◆ Required work
With the pictures left out, retype exactly the lines below starting at the line that contains "index pip: (280, 157)" and ending at the line that contains "index tip: (238, 254)".

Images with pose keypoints
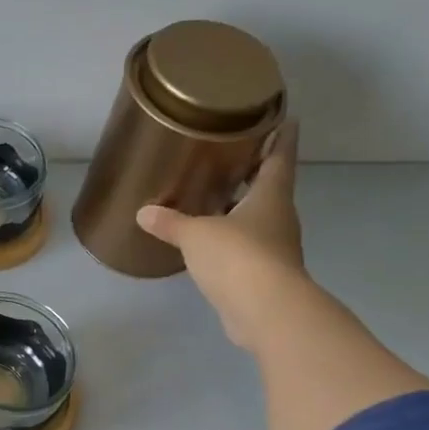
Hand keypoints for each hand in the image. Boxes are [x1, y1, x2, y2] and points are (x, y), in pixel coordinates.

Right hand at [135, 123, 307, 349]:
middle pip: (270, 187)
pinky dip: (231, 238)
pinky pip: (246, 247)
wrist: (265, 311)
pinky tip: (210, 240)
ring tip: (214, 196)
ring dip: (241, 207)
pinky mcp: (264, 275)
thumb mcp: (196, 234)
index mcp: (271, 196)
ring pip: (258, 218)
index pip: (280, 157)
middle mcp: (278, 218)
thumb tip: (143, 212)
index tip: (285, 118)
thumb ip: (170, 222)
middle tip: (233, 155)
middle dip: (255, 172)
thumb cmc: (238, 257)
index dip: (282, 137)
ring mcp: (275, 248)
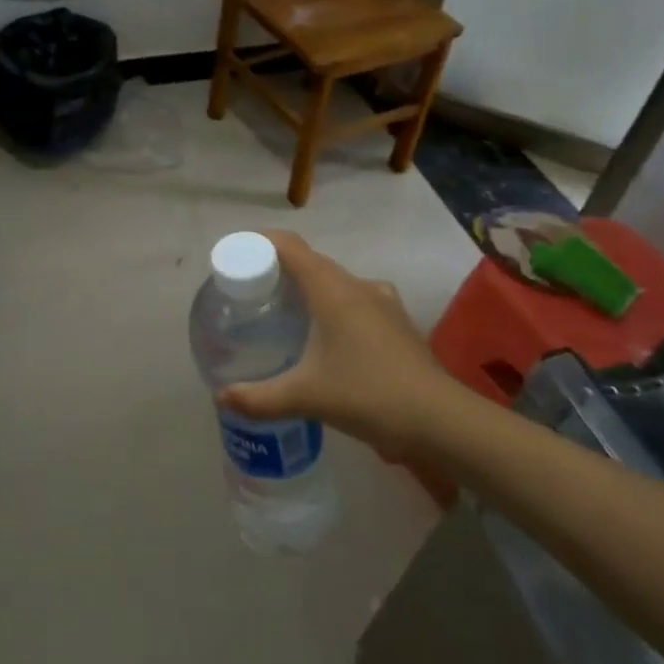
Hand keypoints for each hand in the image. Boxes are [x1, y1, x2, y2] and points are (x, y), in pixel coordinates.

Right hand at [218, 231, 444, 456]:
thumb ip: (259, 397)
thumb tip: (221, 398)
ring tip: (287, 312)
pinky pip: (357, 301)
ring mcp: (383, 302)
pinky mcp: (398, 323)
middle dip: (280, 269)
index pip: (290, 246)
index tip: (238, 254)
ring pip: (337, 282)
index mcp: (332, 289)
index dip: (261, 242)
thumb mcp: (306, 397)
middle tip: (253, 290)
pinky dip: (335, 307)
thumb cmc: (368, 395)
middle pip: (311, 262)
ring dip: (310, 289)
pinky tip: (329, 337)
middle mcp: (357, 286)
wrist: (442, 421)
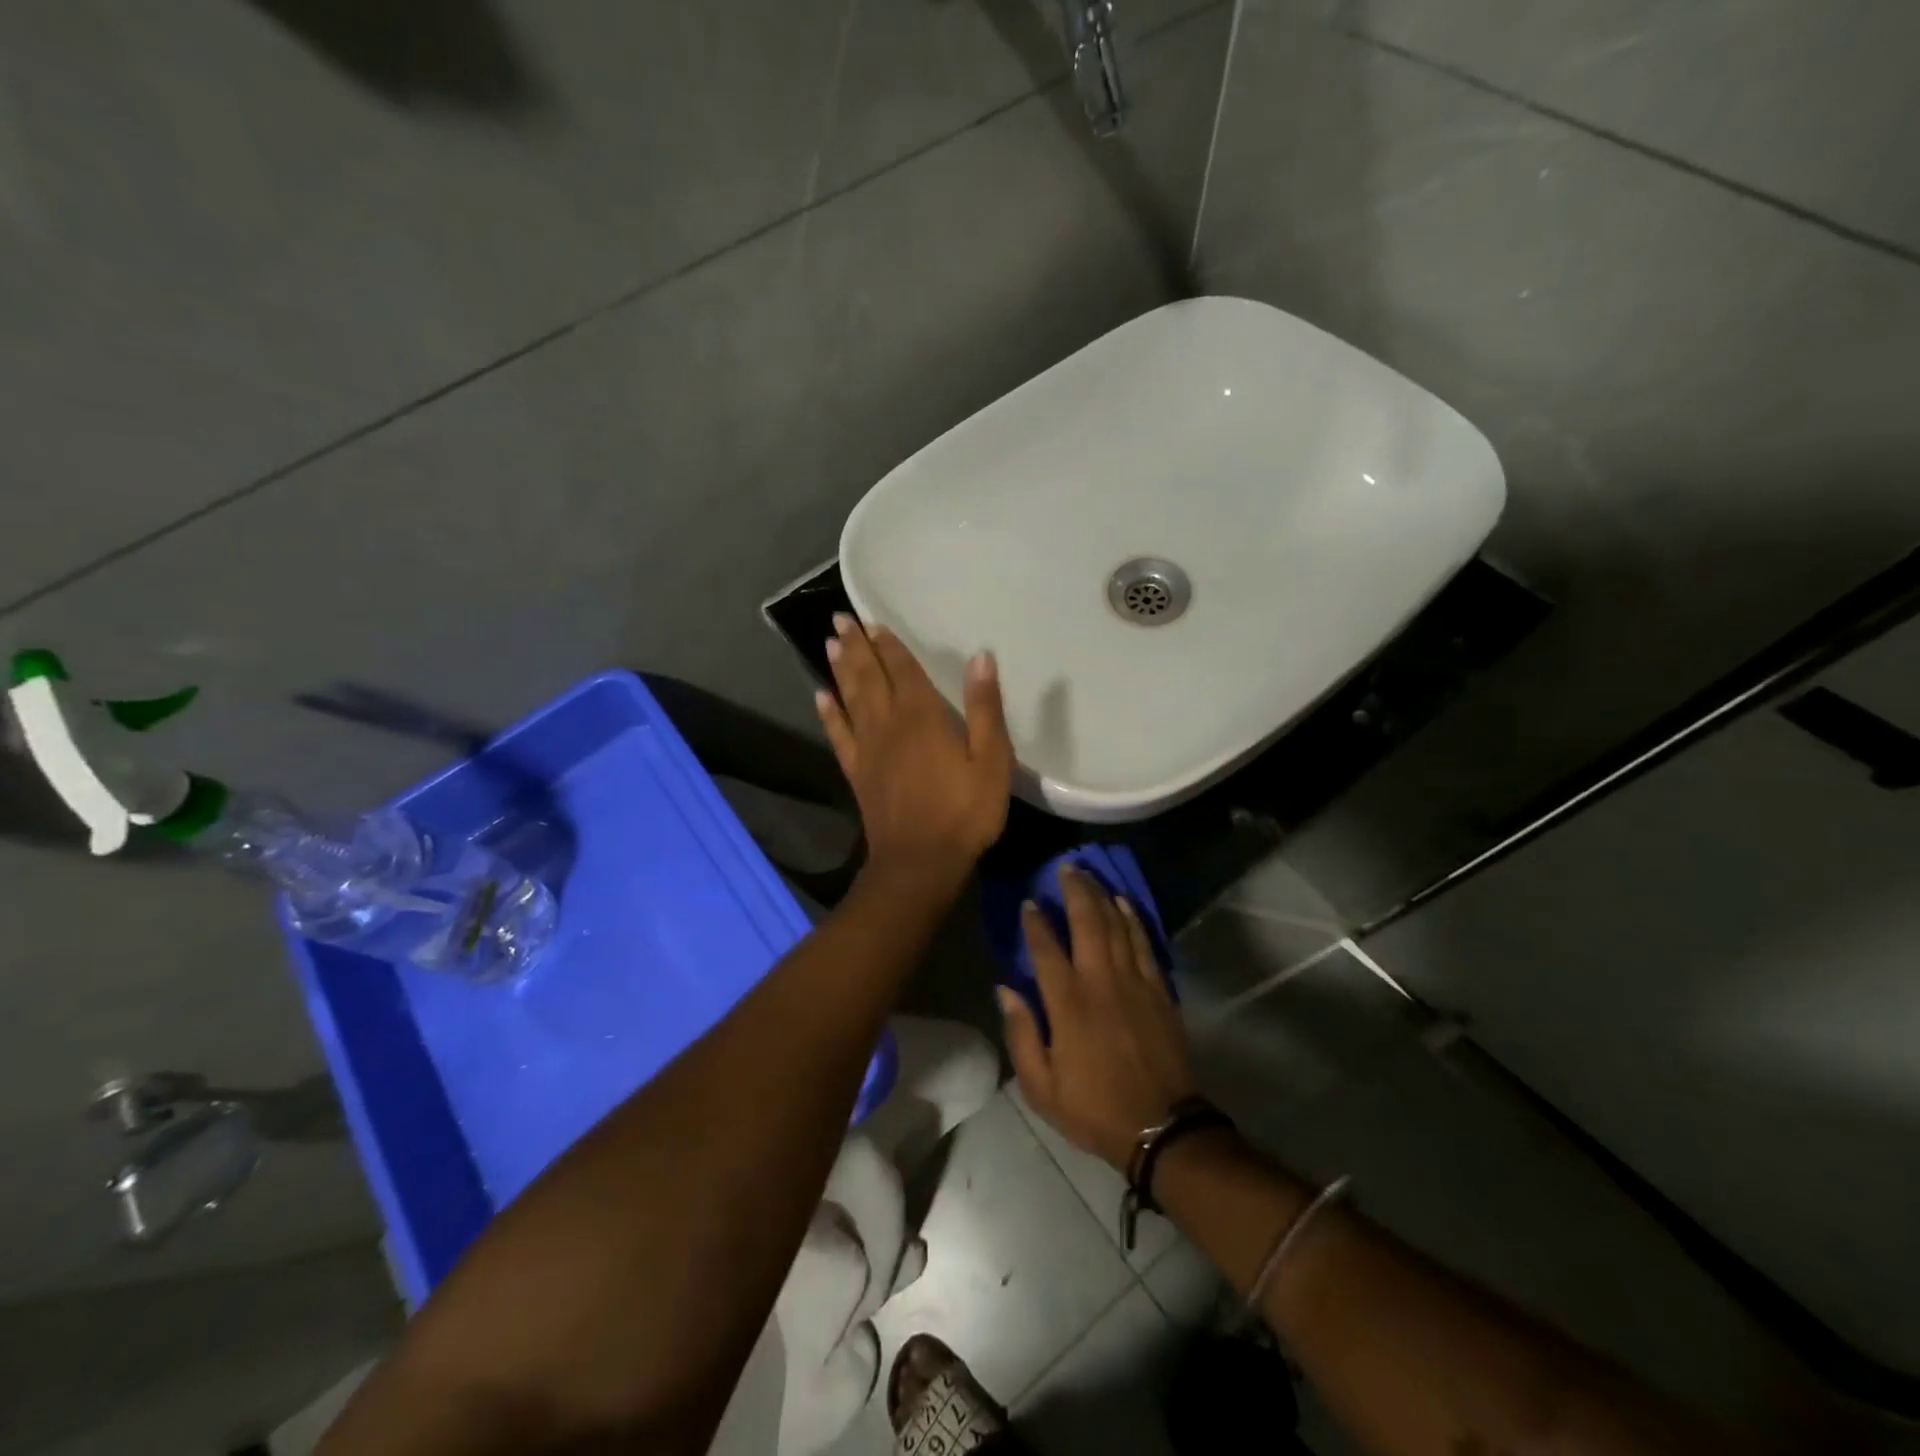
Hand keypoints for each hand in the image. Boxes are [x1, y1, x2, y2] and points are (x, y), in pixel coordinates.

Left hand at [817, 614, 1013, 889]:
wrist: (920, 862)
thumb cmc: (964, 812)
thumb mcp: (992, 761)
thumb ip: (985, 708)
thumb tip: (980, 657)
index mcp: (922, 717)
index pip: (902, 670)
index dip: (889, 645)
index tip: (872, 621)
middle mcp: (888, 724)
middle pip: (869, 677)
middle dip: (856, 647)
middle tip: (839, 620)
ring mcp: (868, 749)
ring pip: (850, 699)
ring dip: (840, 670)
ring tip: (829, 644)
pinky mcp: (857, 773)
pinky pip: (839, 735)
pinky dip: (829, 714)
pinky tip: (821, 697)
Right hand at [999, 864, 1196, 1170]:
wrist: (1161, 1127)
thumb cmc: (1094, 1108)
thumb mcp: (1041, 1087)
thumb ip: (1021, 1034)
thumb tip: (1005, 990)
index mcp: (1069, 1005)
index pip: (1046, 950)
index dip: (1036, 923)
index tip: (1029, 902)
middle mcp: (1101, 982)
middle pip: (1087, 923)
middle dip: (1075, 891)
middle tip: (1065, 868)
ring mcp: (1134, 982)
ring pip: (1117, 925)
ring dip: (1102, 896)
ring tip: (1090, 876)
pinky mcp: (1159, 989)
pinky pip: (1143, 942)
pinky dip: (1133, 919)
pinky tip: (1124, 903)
...
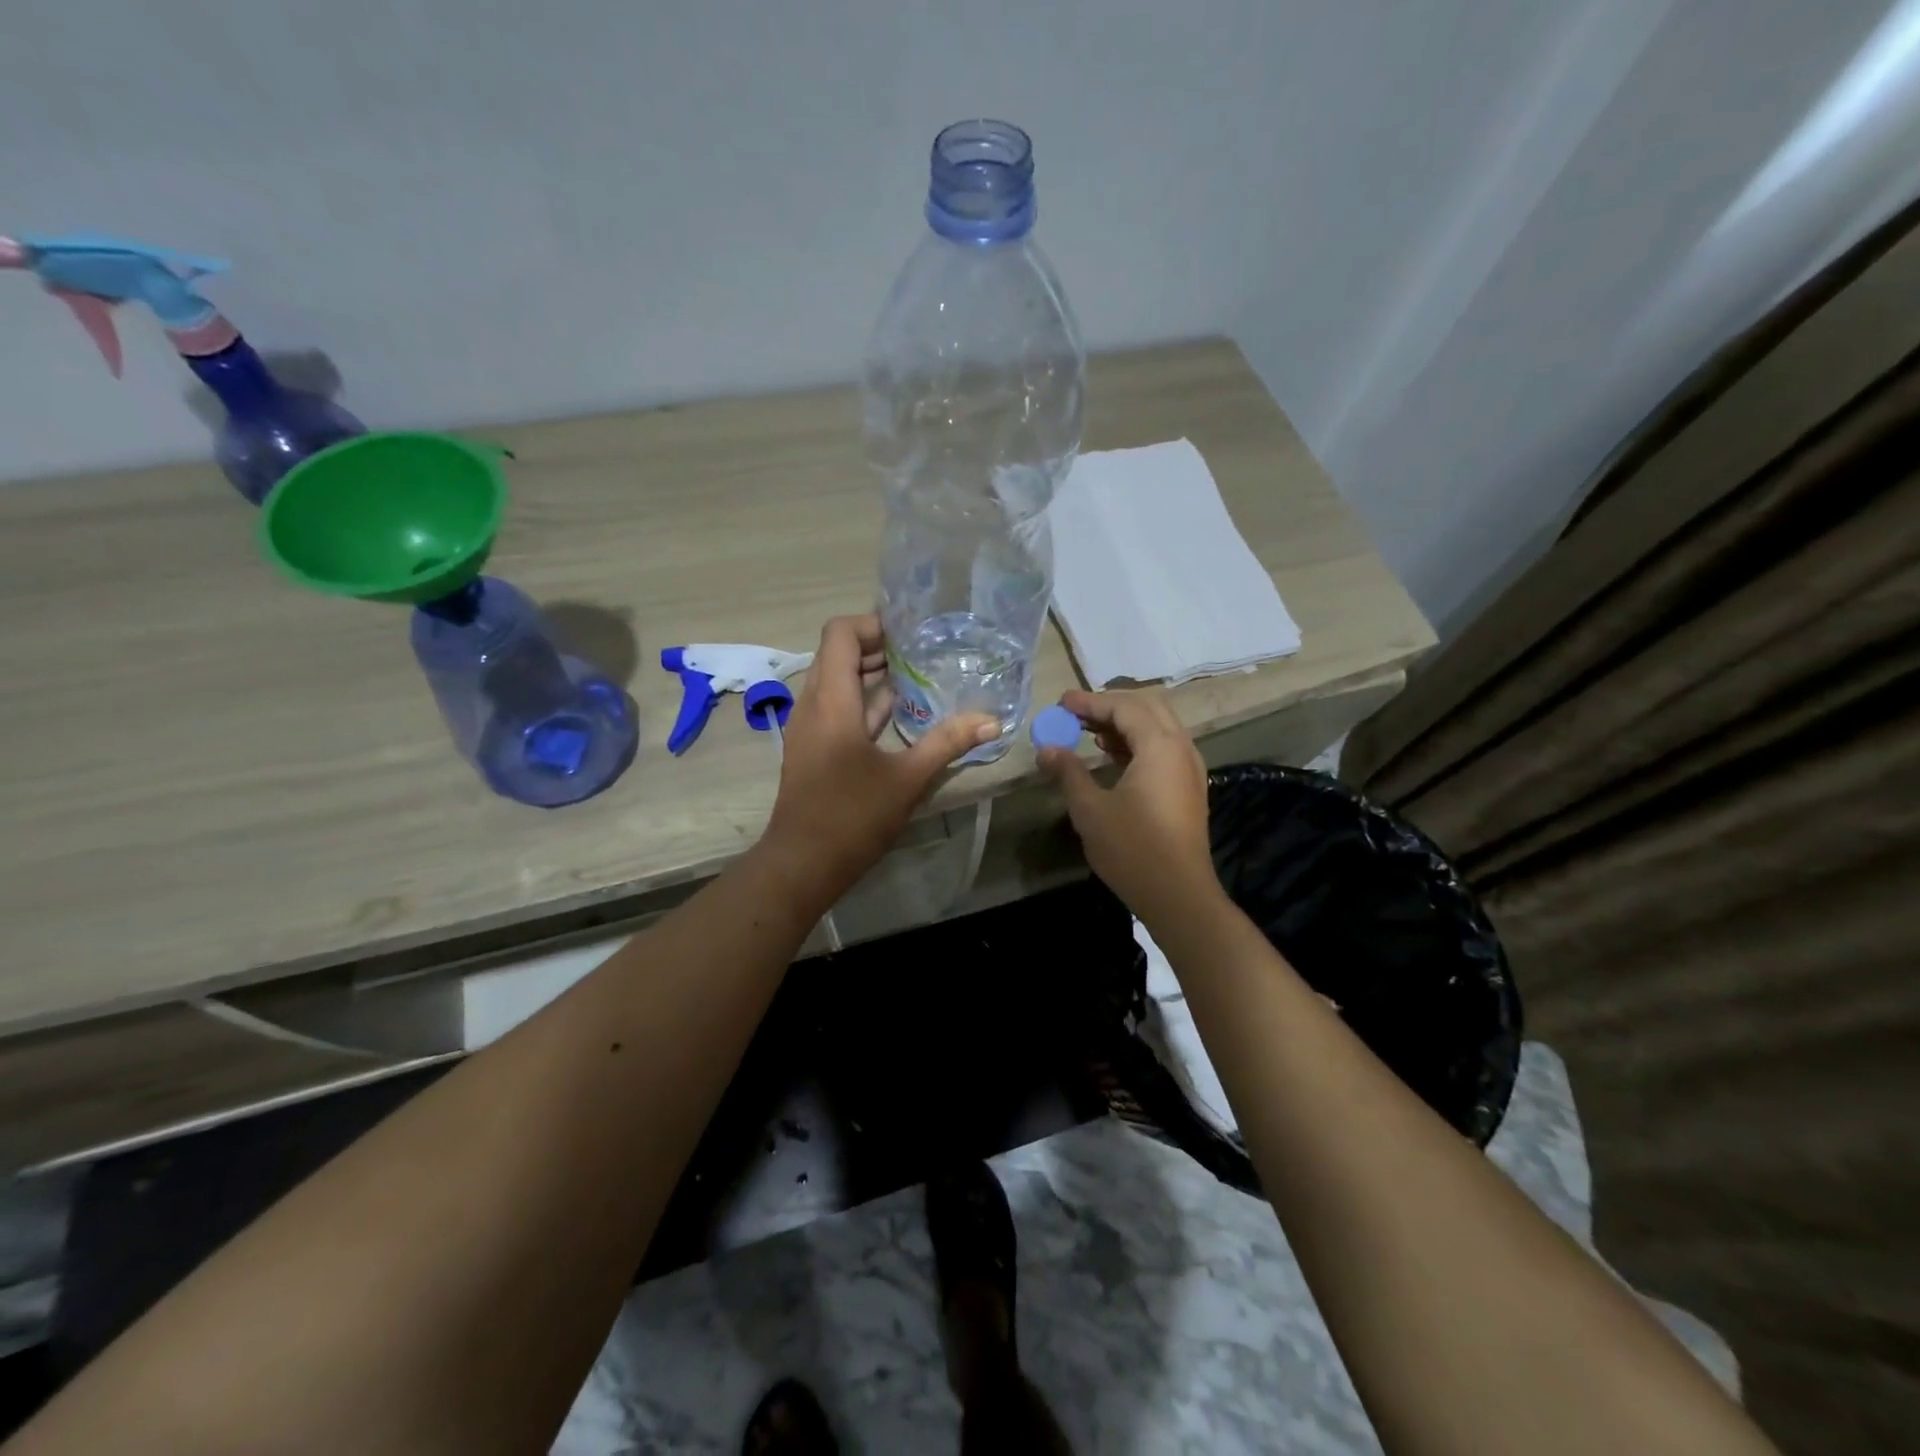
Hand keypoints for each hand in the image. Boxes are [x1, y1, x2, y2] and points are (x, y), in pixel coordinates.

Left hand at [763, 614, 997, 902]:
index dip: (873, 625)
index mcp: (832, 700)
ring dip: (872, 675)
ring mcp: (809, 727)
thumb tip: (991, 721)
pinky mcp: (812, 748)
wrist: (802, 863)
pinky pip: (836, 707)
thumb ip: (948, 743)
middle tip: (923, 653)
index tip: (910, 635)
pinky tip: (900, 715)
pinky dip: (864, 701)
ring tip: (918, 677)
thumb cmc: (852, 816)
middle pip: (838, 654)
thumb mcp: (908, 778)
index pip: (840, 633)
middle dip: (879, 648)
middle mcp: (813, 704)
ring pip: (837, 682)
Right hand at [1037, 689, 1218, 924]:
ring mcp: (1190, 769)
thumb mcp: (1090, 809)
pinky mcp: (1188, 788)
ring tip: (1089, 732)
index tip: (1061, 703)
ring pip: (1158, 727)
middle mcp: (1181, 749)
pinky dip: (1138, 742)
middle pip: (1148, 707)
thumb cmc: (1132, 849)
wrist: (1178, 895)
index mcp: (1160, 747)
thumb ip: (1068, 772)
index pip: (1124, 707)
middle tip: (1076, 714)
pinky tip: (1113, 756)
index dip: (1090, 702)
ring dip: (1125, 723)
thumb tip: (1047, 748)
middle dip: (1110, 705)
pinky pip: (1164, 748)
...
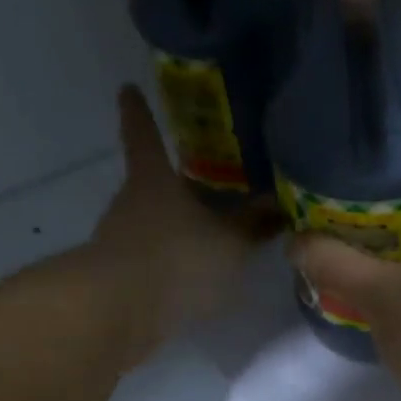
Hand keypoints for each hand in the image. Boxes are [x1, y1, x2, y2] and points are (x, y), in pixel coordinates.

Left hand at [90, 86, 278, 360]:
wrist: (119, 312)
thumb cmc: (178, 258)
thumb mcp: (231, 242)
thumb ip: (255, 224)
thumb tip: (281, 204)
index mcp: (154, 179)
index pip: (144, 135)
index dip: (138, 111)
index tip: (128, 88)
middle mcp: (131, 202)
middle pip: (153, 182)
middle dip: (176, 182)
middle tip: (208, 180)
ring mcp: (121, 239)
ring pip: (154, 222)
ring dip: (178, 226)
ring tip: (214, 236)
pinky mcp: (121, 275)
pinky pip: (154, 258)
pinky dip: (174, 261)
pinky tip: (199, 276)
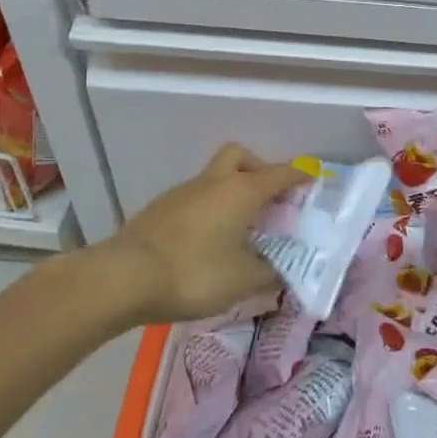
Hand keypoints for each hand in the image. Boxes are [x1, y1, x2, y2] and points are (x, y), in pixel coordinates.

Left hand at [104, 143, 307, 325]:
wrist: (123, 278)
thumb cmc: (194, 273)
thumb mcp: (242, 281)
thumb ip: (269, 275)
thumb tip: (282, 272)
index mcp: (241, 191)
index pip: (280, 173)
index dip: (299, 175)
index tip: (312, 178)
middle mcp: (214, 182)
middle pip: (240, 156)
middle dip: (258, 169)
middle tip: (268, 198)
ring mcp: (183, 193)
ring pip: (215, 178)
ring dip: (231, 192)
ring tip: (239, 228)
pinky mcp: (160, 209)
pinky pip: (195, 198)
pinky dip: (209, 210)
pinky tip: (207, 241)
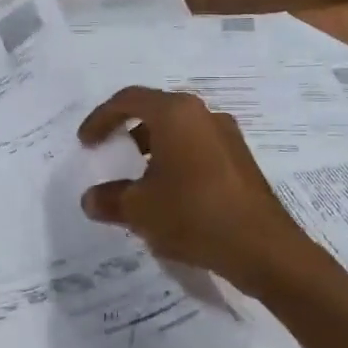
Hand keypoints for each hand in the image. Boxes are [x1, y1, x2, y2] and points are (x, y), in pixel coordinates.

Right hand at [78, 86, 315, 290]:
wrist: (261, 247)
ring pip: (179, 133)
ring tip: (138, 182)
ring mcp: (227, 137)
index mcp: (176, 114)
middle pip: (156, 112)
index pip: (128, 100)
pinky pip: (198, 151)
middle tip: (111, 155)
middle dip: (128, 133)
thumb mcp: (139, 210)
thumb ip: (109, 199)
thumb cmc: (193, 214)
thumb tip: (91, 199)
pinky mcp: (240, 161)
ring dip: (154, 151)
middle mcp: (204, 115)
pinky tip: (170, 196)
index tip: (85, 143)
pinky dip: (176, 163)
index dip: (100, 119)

◆ Response to the exercise
index pip: (280, 157)
middle mcp: (278, 218)
thumb tip: (143, 212)
index tip: (285, 118)
thumb ip: (170, 222)
middle tip: (233, 155)
middle dip: (255, 172)
thumb cmc: (238, 257)
index dip: (282, 137)
ring mcp: (275, 248)
Hand keypoints for each hand in the image. Boxes are [x1, y1, x2, y2] and points are (x, y), in pixel coordinates.

Right hand at [218, 231, 444, 456]:
thumb ip: (259, 397)
thumb tip: (221, 398)
ring tip: (287, 312)
pinky pip: (357, 301)
ring mcp: (383, 302)
pinky mcp: (398, 323)
middle dip: (280, 269)
index pip: (290, 246)
index tip: (238, 254)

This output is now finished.